What is MAC Filtering?
Larry is a disgruntled employee. He suspects he may get fired soon and does the following:
1. He places a file within the company's database. The file checks if the Boolean "activeEmployee" is 1, meaning he is employed. If it is 0, the file activates.
2. When the file activates, it queries the system for a root password and sends it to Larry, letting him back in the system after his credentials are invalidated.
3. Once Larry is back in, he places a file in the system disguised as a commonly used software. When this file is opened, it allows Larry to remotely control a PC it's opened on.
These three tactics are known as this, respectively.
What are a Logic Bomb, a Backdoor, and a Remote Access Trojan (RAT)?
Garry has been hired to test a server's efficiency. Here are the steps they take.
1. They check this document to locate the central server tower.
2. They use this document to see where the equipment they need is on the rack.
3. To make sure it's running efficiently, they check this document to ensure all of the wiring is required.
4. After removing a few unnecessary connections, they examine which networks the server is connected to by referencing this document.
They used these documents in their process, respectively.
What are a Floor Plan, Rack Diagram, Wiring Diagram, and Logical Network Diagram?
Marry needs to mask some social security numbers at her company. These are the steps she takes to do so.
1. She runs each SSN through a mathematical algorithm to hide the data.
2. She replaces each now encoded SSN with a phrase that links back to it (i.e. 123-45-6789 becomes "Bravo").

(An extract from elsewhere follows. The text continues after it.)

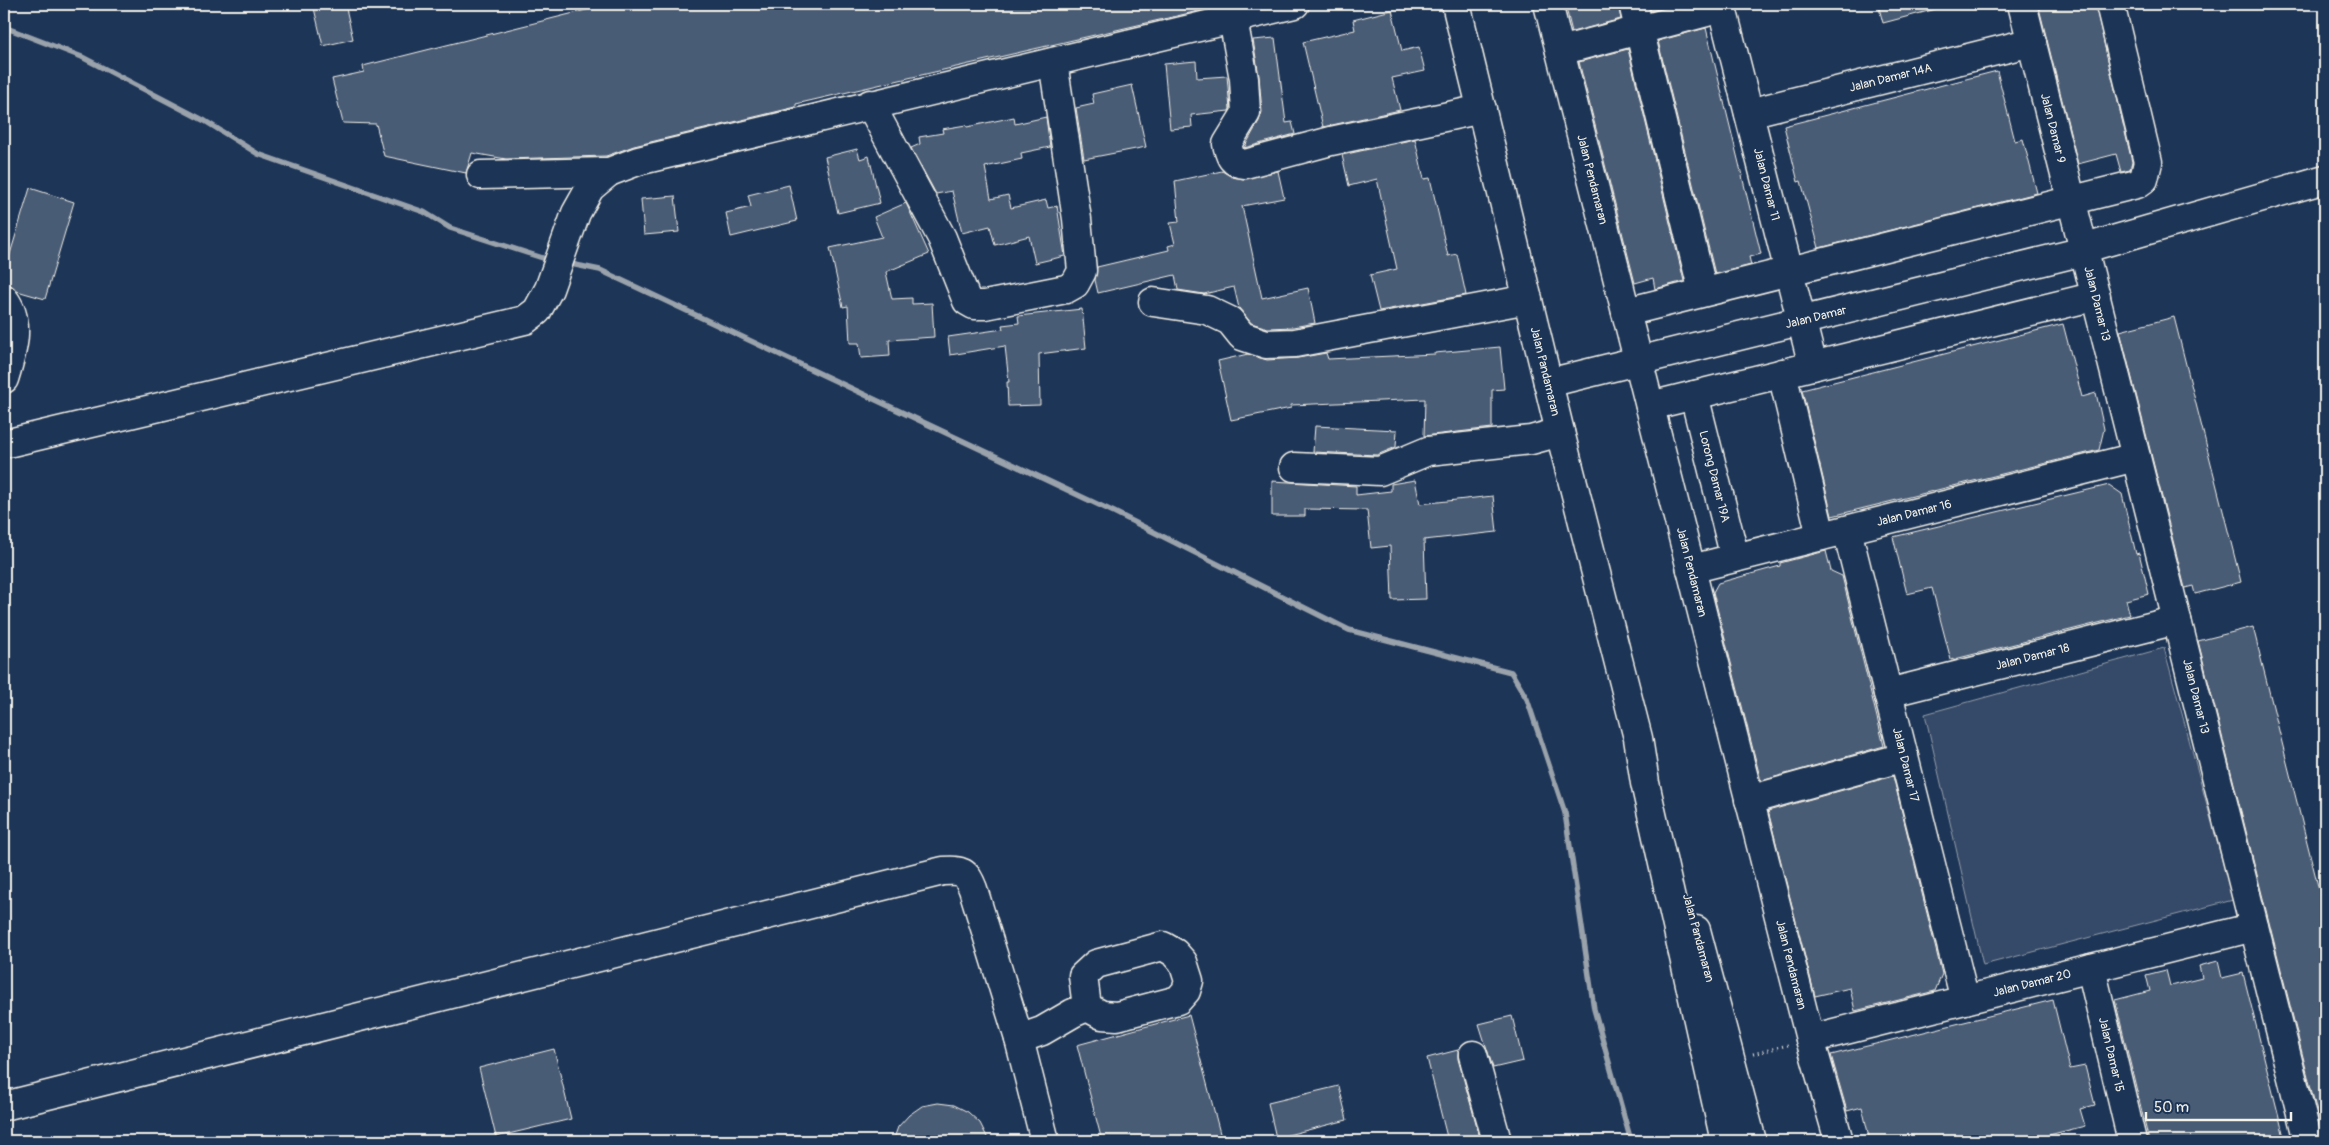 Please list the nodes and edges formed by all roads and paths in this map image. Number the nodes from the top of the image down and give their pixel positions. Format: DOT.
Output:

3. When these pseudonyms are displayed, they are often replaced with filler characters to prevent shoulder surfing (i.e. "Bravo" becomes "XXXXX").
These are the respective techniques she used.
What are Hashing, Tokenization, and Masking?
Harry is not very good at his job as a data forensics. Here are the mistakes he made today:
1. He spilled his coffee and bricked a hard drive of evidence on a cybercrime syndicate.
2. He forgets to lock down the server of a company accused of fraud, allowing them to go back and modify the incriminating data.
3. He accidentally throws away a few receipts he needed to trace a money launderer.
These are the principles of data forensics which Harry violated.
What are Spoilage of Evidence, Preservation of Electronic Information, and Backing Up of Physical and Digital Files?
A few things are broken on the network that Barry runs. Here are the issues he's having.
1. All of the traffic is being routed to one server, causing slowdowns.
2. The network has numerous viruses coming in from packets being received via the internet.
3. An external user is connecting to a network via an ethernet port that shouldn't work.
These segments of the network are malfunctioning.
What are the Load Balancer, Firewall, and Port Disabler?